Nice to see the old Austin Allegro Quartic steering wheel making a comeback. If only we'd known how advanced BL technology was at the time, it might have secured their future. But most of us simply failed to recognise how cutting edge it was.
Madasafish 24 April 2014

It has a Peugeot Badge

So it's likely to be a total failure.

Almost any other maker trying to enter the luxury car market either chooses a brand name already established in the luxury market (RR, Bentley, Maybach) or invents one (Lexus).

The French obviously think the name Peugeot has connotations of luxury, reliability and performance.. Hmmm..

voyager12 24 April 2014

Design sells!

Design sells, Peugeot.

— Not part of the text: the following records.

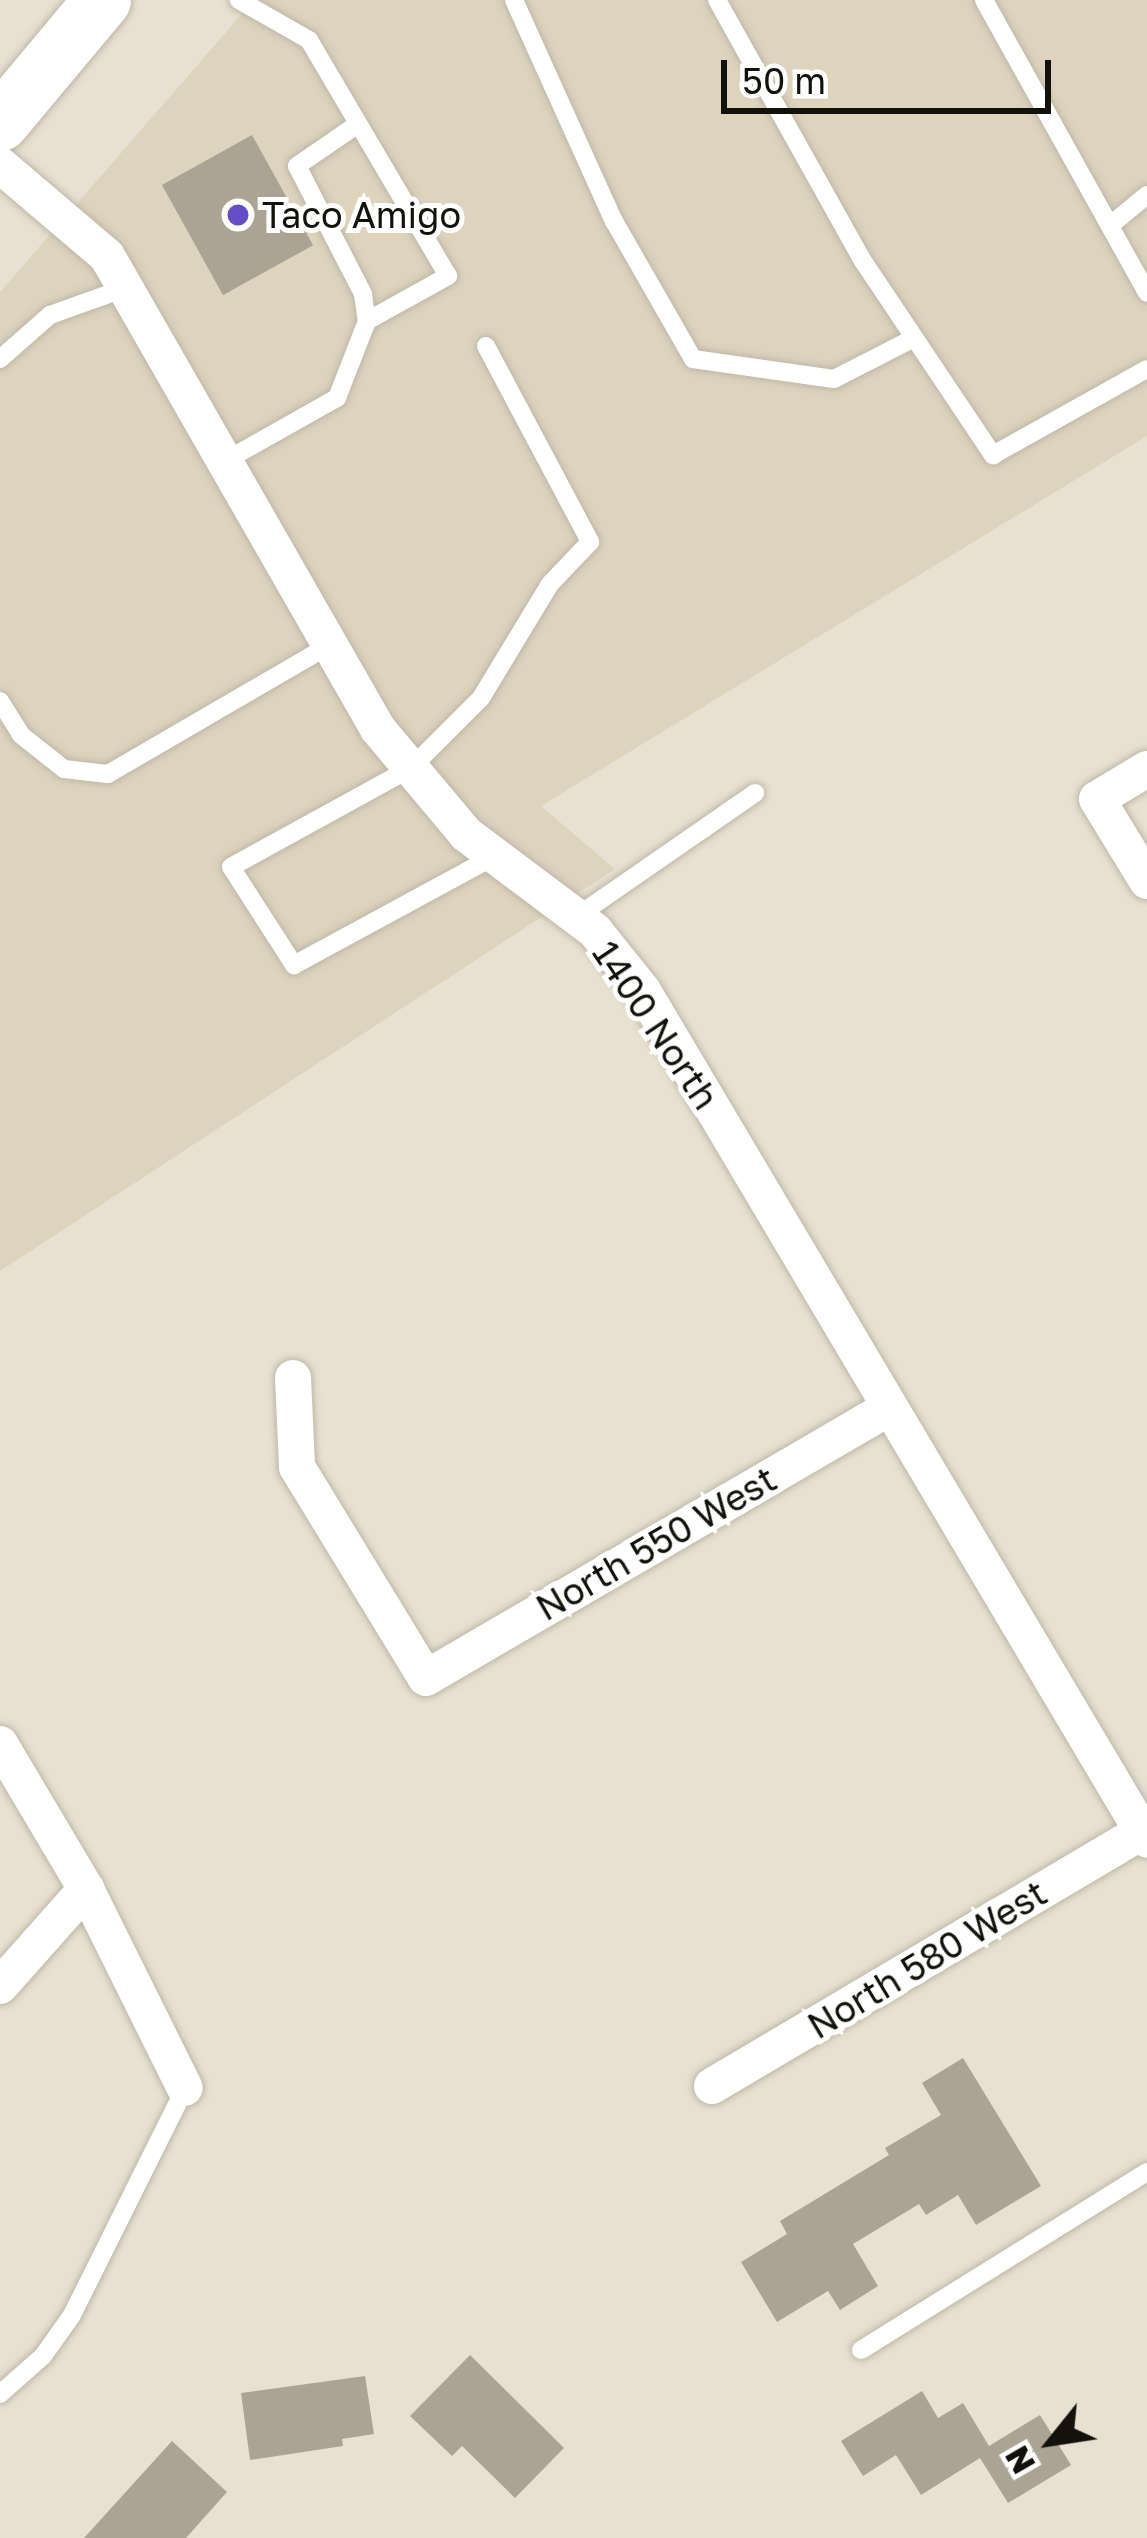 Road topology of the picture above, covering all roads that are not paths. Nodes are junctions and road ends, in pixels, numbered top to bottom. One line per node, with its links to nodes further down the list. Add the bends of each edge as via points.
1 (102, 0): 7 (main road)
2 (239, 0): 6 (lane, via 309,40)
3 (514, 0): 13 (lane, via 614,221 694,358 834,379)
4 (717, 0): 13 (lane)
5 (984, 0): 9 (lane)
6 (358, 124): 12 (lane, via 297,166 363,294); 12 (lane, via 448,276)
7 (2, 127): 10 (street, 1400 North)
8 (1147, 195): 9 (lane)
9 (1112, 223): 11 (lane)
10 (126, 288): 15 (lane, via 50,315); 17 (street, 1400 North)
11 (1147, 293)
12 (367, 321): 17 (lane, via 337,398)
13 (914, 338): 16 (lane, via 993,455)
14 (486, 346): 20 (lane, via 590,542 550,584 481,698)
15 (0, 358)
16 (1147, 369)
17 (225, 461): 18 (street, 1400 North)
18 (330, 645): 19 (lane, via 108,774 64,769 21,734); 20 (street, 1400 North, via 378,729)
19 (0, 701)
20 (411, 768): 23 (street, 1400 North, via 466,834); 23 (lane, via 231,867 293,965)
21 (1147, 769): 24 (street, via 1097,799)
22 (755, 793): 25 (lane)
23 (496, 856): 25 (street, 1400 North)
24 (1147, 881)
25 (576, 917): 27 (street, 1400 North, via 643,991)
26 (293, 1378): 27 (street, North 550 West, via 297,1467 426,1678)
27 (887, 1408): 29 (street, 1400 North)
28 (0, 1744): 30 (street)
29 (1144, 1836): 32 (street, North 580 West)
30 (86, 1889): 31 (street); 33 (street)
31 (0, 1986)
32 (712, 2086)
33 (185, 2088): 36 (lane, via 72,2315 43,2356)
34 (1147, 2172): 35 (lane)
35 (861, 2350)
36 (0, 2393) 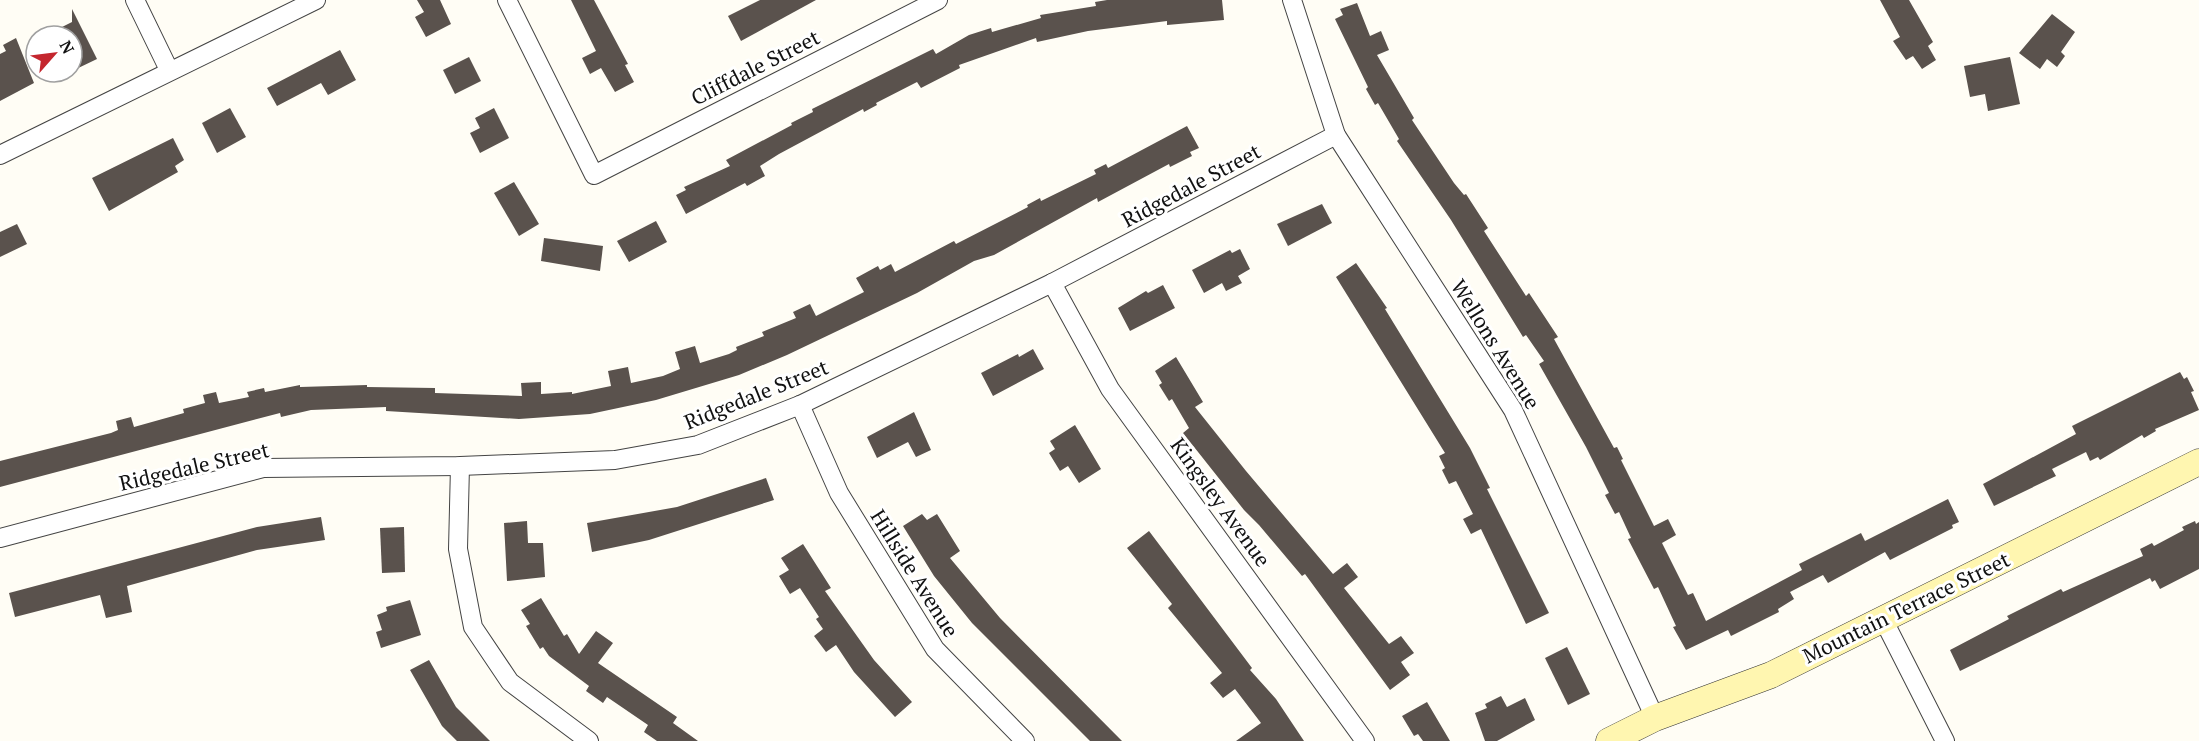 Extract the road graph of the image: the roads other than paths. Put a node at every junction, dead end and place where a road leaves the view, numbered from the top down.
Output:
1 (135, 0) edge
2 (316, 0) edge
3 (507, 0) edge
4 (938, 0) edge
5 (1292, 0) edge
6 (169, 70) junction
7 (1336, 135) junction
8 (0, 155) edge
9 (1052, 283) junction
10 (800, 405) junction
11 (2199, 462) edge
12 (460, 466) junction
13 (0, 538) edge
14 (1883, 619) junction
15 (1655, 718) junction
16 (589, 741) edge
17 (1025, 741) edge
18 (1365, 741) edge
19 (1609, 741) edge
20 (1945, 741) edge

1 - 6 street
2 - 6 street
3 - 4 street, Cliffdale Street
5 - 7 street, Wellons Avenue
6 - 8 street
7 - 9 street, Ridgedale Street
7 - 15 street, Wellons Avenue
9 - 10 street, Ridgedale Street
9 - 18 street, Kingsley Avenue
10 - 12 street, Ridgedale Street
10 - 17 street, Hillside Avenue
11 - 14 street, Mountain Terrace Street
12 - 13 street, Ridgedale Street
12 - 16 street
14 - 15 street, Mountain Terrace Street
14 - 20 street
15 - 19 street, Mountain Terrace Street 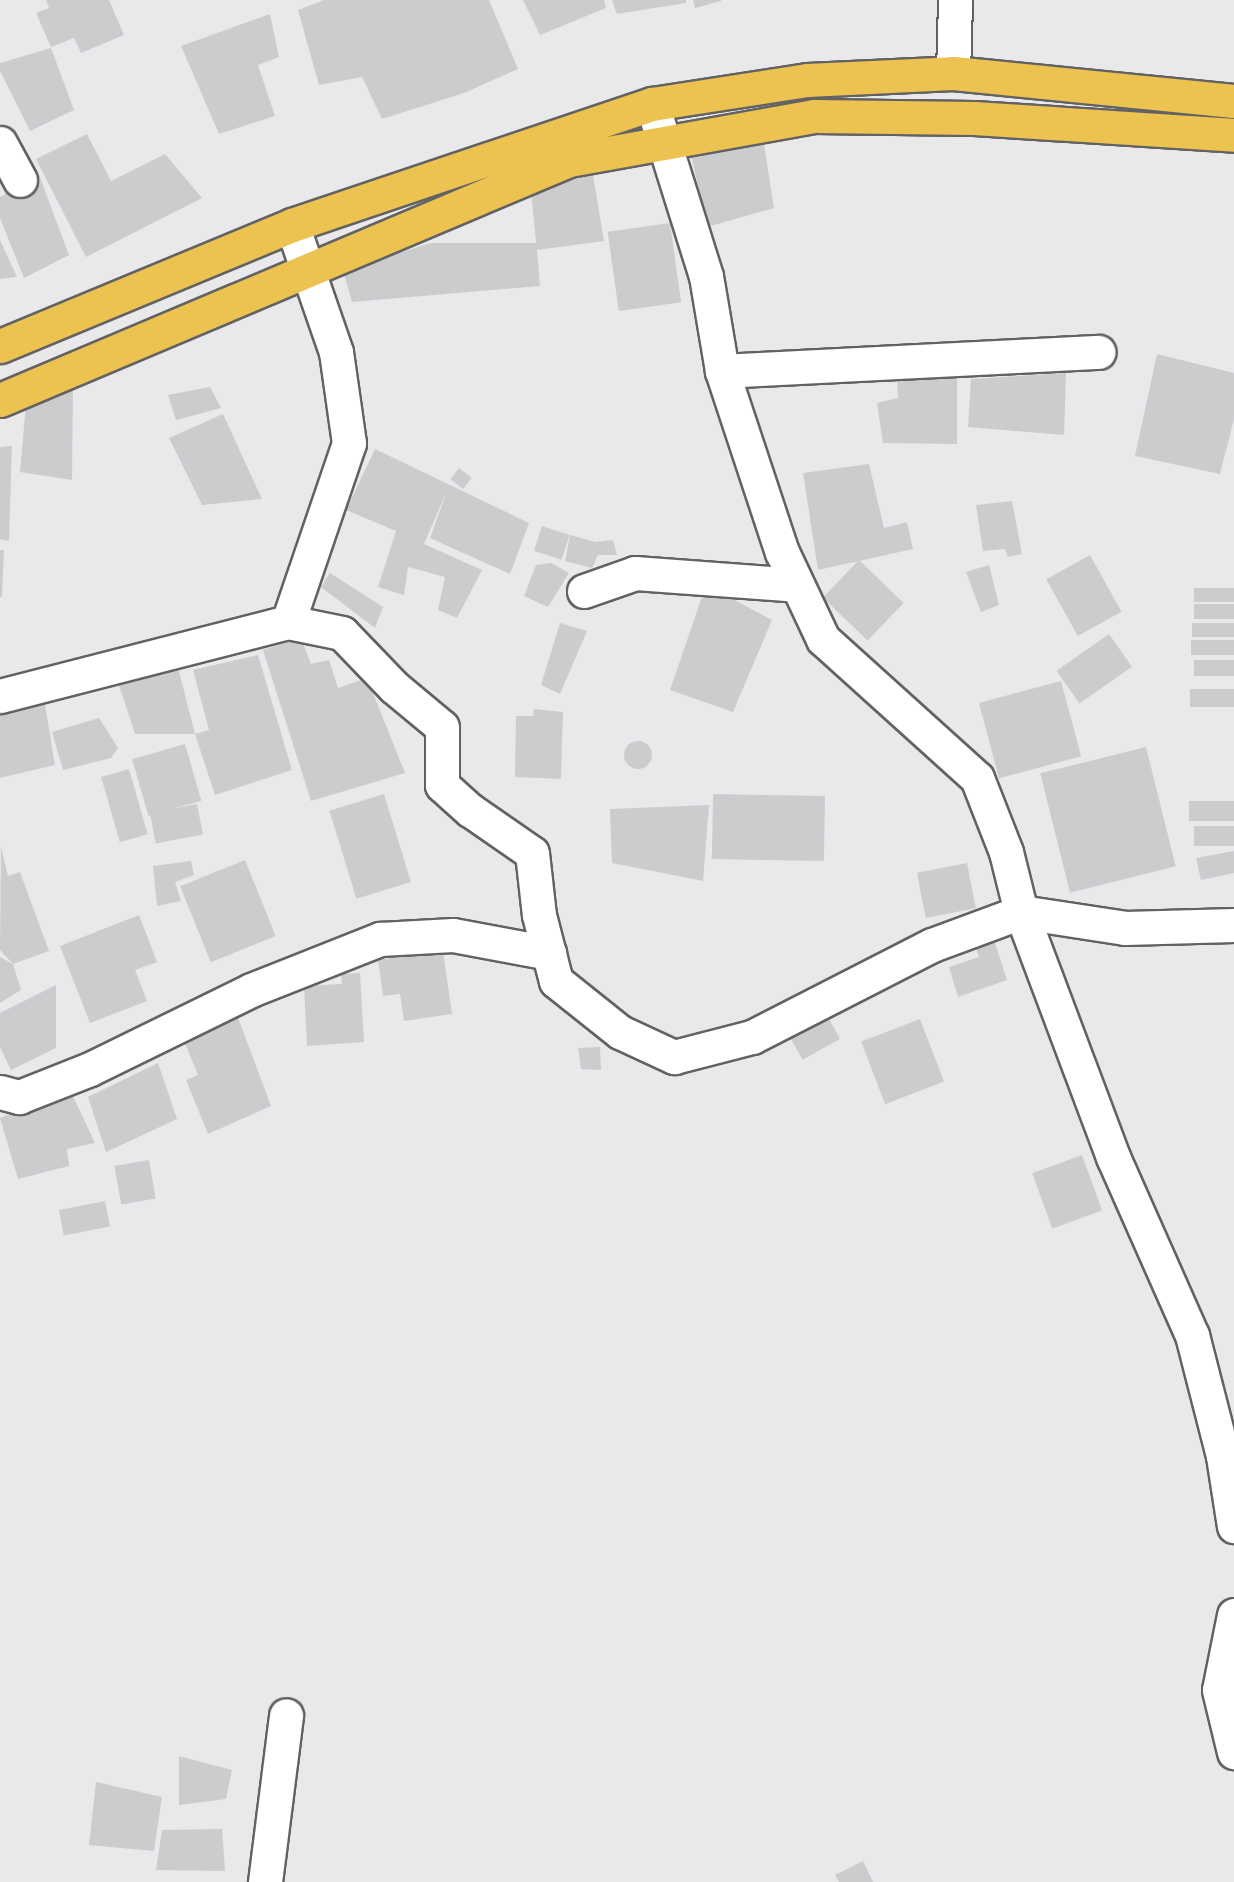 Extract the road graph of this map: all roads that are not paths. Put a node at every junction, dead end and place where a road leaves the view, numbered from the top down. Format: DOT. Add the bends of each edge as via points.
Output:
graph roads {
  1 [pos="955,0"];
  2 [pos="953,73"];
  3 [pos="1234,101"];
  4 [pos="652,104"];
  5 [pos="1234,135"];
  6 [pos="660,141"];
  7 [pos="0,142"];
  8 [pos="20,180"];
  9 [pos="292,225"];
  10 [pos="308,273"];
  11 [pos="0,346"];
  12 [pos="1099,352"];
  13 [pos="722,371"];
  14 [pos="0,400"];
  15 [pos="797,585"];
  16 [pos="584,591"];
  17 [pos="288,622"];
  18 [pos="0,696"];
  19 [pos="1021,912"];
  20 [pos="1234,925"];
  21 [pos="549,952"];
  22 [pos="0,1092"];
  23 [pos="1234,1526"];
  24 [pos="1234,1615"];
  25 [pos="286,1715"];
  26 [pos="1234,1752"];
  27 [pos="265,1882"];
  1 -- 2 [label="street"];
  2 -- 3 [label="highway"];
  2 -- 4 [label="highway" via="807,80"];
  4 -- 6 [label="street"];
  4 -- 9 [label="highway"];
  5 -- 6 [label="highway" via="974,118 814,116"];
  6 -- 10 [label="highway" via="569,160"];
  6 -- 13 [label="street" via="706,276"];
  7 -- 8 [label="street"];
  9 -- 10 [label="street"];
  9 -- 11 [label="highway"];
  10 -- 14 [label="highway"];
  10 -- 17 [label="street" via="336,352 349,443"];
  12 -- 13 [label="street"];
  13 -- 15 [label="street" via="782,552"];
  15 -- 16 [label="street" via="635,573"];
  15 -- 19 [label="street" via="823,639 977,778 1006,852"];
  17 -- 18 [label="street"];
  17 -- 21 [label="street" via="342,633 394,687 442,727 442,785 470,810 532,853 539,915"];
  19 -- 20 [label="street" via="1125,928"];
  19 -- 21 [label="street" via="932,945 752,1037 674,1057 620,1032 556,981"];
  19 -- 23 [label="street" via="1113,1157 1192,1335 1223,1456"];
  21 -- 22 [label="street" via="453,935 380,939 241,994 90,1069 19,1096"];
  24 -- 26 [label="street" via="1219,1690"];
  25 -- 27 [label="street"];
}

Why did it take you literally years and billions (!) in lost sales before you began to realize this. For most "Peugeot followers" (like I am) the brand meant elegant design and good handling in an affordable package. More than a decade ago PSA management decided to slap on gaping front ends to already ugly duck car designs - to paraphrase Marlon Brando in Apocalypse Now: "The Horror! The Horror!" It seems that the tide has finally turned. I kinda like the 508, and the new 308 even more. The Exalt (that IMO should become the 508 successor) has more charisma than most of its German class mates. Cherish the design team that came up with the Exalt, and make sure that the managers and designers who were responsible for a decade of misery will never get to make a living in the auto industry ever again!